Branco has described his grandmother as a major influence in his life.

== Career prior to politics ==
Following his graduation from Johns Hopkins University, Branco served as a U.S. diplomat for seven years including assignments in Pakistan, Colombia and Venezuela. Domestically, he worked in the Office of the Special Representative for Afghanistan and Pakistan and the Secretary of State's Operations Center.

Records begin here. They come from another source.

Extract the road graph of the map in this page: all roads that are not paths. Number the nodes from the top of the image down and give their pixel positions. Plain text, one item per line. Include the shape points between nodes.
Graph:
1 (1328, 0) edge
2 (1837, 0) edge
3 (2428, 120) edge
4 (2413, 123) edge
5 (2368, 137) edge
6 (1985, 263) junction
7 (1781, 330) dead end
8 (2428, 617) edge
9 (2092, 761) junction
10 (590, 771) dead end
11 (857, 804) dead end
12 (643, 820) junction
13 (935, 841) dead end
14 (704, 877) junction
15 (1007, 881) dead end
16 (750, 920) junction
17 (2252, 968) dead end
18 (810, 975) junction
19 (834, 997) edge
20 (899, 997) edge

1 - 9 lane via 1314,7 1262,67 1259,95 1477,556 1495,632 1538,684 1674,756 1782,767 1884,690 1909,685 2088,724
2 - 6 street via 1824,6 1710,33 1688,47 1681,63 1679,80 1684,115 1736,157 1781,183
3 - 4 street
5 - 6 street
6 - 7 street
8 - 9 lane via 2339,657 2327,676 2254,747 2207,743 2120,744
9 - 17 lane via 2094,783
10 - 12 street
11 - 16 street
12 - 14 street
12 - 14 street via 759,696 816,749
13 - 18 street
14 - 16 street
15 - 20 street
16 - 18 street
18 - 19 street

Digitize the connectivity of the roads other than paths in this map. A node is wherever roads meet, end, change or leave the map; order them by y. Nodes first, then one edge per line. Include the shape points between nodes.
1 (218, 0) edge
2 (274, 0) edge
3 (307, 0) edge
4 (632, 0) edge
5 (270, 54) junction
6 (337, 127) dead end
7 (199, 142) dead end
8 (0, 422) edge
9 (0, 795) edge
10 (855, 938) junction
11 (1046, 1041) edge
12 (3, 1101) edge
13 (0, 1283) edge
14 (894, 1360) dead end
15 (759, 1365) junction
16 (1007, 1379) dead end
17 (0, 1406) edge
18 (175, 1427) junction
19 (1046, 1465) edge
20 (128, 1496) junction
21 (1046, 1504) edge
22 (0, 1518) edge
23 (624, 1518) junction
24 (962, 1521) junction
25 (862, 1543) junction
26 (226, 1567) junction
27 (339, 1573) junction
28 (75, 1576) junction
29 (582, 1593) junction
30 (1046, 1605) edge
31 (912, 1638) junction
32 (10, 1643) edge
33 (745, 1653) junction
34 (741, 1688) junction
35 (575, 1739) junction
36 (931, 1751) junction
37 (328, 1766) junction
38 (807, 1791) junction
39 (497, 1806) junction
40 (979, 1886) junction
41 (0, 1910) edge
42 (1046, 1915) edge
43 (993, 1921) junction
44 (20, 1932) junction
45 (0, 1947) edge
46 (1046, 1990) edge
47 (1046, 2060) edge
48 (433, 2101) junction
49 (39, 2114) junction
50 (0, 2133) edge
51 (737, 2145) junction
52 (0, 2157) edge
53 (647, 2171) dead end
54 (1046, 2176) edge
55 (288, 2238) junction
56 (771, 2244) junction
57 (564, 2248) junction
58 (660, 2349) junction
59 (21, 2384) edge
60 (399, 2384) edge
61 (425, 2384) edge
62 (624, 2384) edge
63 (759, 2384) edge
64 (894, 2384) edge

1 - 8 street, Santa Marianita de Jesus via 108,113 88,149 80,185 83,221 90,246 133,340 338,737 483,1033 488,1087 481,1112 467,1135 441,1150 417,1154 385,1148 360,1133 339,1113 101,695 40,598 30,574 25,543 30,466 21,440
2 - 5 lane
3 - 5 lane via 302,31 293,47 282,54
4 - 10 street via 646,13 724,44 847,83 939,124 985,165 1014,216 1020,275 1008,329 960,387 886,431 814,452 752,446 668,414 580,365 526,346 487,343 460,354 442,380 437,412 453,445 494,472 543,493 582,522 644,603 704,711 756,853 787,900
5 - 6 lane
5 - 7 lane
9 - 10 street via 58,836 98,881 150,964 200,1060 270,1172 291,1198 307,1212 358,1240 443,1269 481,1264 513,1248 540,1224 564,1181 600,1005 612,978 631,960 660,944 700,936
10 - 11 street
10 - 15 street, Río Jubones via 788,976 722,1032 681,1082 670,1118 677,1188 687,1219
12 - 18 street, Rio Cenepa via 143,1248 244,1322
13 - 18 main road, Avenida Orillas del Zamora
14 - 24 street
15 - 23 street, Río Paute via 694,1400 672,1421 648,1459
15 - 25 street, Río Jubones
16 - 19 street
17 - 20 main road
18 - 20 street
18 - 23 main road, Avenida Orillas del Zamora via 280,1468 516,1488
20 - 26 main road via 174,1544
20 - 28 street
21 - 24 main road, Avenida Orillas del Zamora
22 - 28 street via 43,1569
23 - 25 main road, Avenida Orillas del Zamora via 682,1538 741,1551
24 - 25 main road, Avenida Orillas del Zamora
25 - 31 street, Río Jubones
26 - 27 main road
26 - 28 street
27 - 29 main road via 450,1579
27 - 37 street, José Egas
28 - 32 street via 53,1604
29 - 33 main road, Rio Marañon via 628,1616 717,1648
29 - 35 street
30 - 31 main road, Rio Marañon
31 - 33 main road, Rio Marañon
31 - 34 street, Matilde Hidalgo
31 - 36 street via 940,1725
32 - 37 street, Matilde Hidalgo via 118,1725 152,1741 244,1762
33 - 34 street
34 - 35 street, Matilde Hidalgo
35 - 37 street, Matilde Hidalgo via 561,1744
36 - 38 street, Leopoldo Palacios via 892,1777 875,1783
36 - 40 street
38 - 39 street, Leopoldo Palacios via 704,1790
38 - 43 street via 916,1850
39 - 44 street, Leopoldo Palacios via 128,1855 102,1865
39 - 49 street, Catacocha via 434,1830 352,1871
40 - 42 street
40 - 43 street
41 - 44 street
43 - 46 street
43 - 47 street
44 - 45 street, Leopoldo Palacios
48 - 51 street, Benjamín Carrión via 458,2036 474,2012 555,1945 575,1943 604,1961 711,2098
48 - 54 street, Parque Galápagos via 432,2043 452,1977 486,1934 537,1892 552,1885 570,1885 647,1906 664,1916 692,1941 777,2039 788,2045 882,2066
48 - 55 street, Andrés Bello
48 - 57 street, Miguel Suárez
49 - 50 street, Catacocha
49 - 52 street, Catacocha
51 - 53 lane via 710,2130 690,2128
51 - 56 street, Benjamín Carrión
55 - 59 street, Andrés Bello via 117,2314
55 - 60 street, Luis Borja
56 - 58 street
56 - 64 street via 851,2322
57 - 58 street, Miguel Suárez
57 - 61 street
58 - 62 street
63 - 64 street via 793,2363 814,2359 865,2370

Branco speaks Spanish and has working knowledge of Korean and Hawaiian.

== Political career ==
Prior to elected office, Branco held multiple positions in community organizations. These include being on the Board of Directors for the AAPI Progressive Action, Board of Directors for the Conference on Asian Pacific American Leadership, vice-president of the Asian American Foreign Affairs Association, the Communications Chair of the Pickering & Rangel Fellows Association, a member of the Kailua Hawaiian Civic Club, a member of the Koʻolaupoko Hawaiian Civic Club, a member of the Royal Order of Kamehameha, a member of Hale ʻo Nā Aliʻi, and a member of the Chamber of Commerce Hawai‘i Young Professionals Program.

=== Elections ===
Branco ran for the Hawaiʻi House of Representatives in December 2019. He won against Republican Kanani Souza 61.3% to 38.7%.

In May 2022, Branco announced he would run for the U.S. House of Representatives from Hawaii's 2nd congressional district. Branco lost the primary election on August 13, 2022 to Jill Tokuda.